Below are concrete code examples for AdonisJS that demonstrate safe handling of JWT tokens with numeric payload values.

import { base64urlDecode } from 'os' // helper for safe decoding
import jwt from 'jsonwebtoken'

// Example 1: Validate a numeric claim with range checks before use
function validateNumericClaim(value: number, max: number): boolean {
  return Number.isInteger(value) && value >= 0 && value <= Number.MAX_SAFE_INTEGER && value <= max
}

// Example 2: Parsing and verifying a JWT with numeric userId safely
function verifyToken(token: string, secret: string): { userId: number, exp: number } | null {
  try {
    const payload = jwt.verify(token, secret) as { userId?: unknown; exp?: unknown }
    // Explicit type guards for numeric claims
    if (typeof payload.userId !== 'number' || !Number.isInteger(payload.userId)) {
      return null
    }
    if (typeof payload.exp !== 'number' || !Number.isInteger(payload.exp)) {
      return null
    }
    if (!validateNumericClaim(payload.userId, 1000000)) {
      return null
    }
    return { userId: payload.userId, exp: payload.exp }
  } catch {
    return null
  }
}

// Example 3: Using BigInt for potentially large integers from custom claims
function processLargeTenantId(token: string, secret: string): bigint | null {
  try {
    const payload = jwt.verify(token, secret) as { tid?: unknown }
    const tidRaw = payload.tid
    let tid: bigint
    if (typeof tidRaw === 'string') {
      tid = BigInt(tidRaw)
    } else if (typeof tidRaw === 'number') {
      tid = BigInt(tidRaw)
    } else {
      return null
    }
    // Enforce business-specific bounds
    if (tid <= 0n || tid > 1000000n) {
      return null
    }
    return tid
  } catch {
    return null
  }
}

In these examples, verifyToken demonstrates strict type checks and range validation for numeric claims commonly found in JWTs within AdonisJS routes or middleware. processLargeTenantId shows how to handle potentially large integers using BigInt to avoid safe integer limits, with explicit bounds aligned to your tenant model. Always prefer using established JWT libraries for expiration and not-before checks, and avoid manually comparing timestamps when built-in verification is available.

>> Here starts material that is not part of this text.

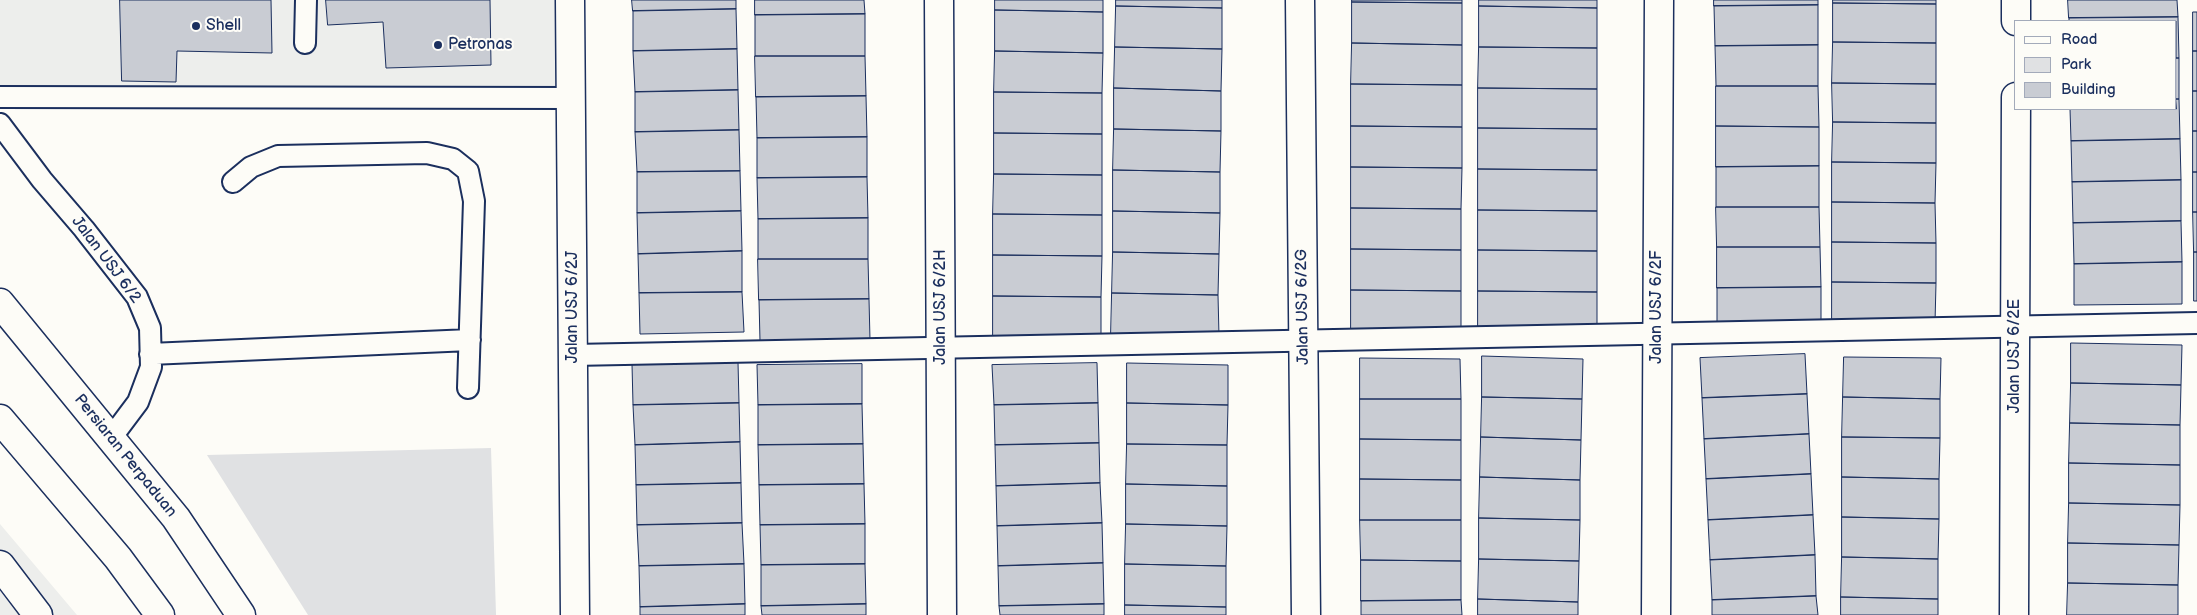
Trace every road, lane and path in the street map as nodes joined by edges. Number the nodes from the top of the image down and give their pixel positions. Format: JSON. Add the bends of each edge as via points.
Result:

Additionally, apply these practices in CI/CD and runtime environments: use the middlebrick CLI to scan tokens and endpoints for improper handling of numeric claims, and consider integrating the GitHub Action to fail builds when risky patterns are detected. The MCP Server can also be used while developing in your IDE to catch unsafe integer handling early. These steps reduce the risk of overflow-related authorization or authentication bypass in AdonisJS applications that rely on JWT tokens.

Frequently Asked Questions

How can I detect integer overflow risks in JWT tokens without running a full scan?
Review code paths that parse numeric claims from tokens and verify that all arithmetic uses safe integer checks or BigInt, and that libraries validate exp/nbf/iat. You can also use the middlebrick CLI to scan specific endpoints for unsafe numeric handling without enabling continuous monitoring.
Does input validation alone prevent integer overflow in JWT numeric claims?
Input validation helps but must include explicit integer range checks and type guards. Use runtime validation libraries and avoid implicit conversions; prefer BigInt for values that may exceed Number.MAX_SAFE_INTEGER, and let the JWT library handle standard registered claims like exp.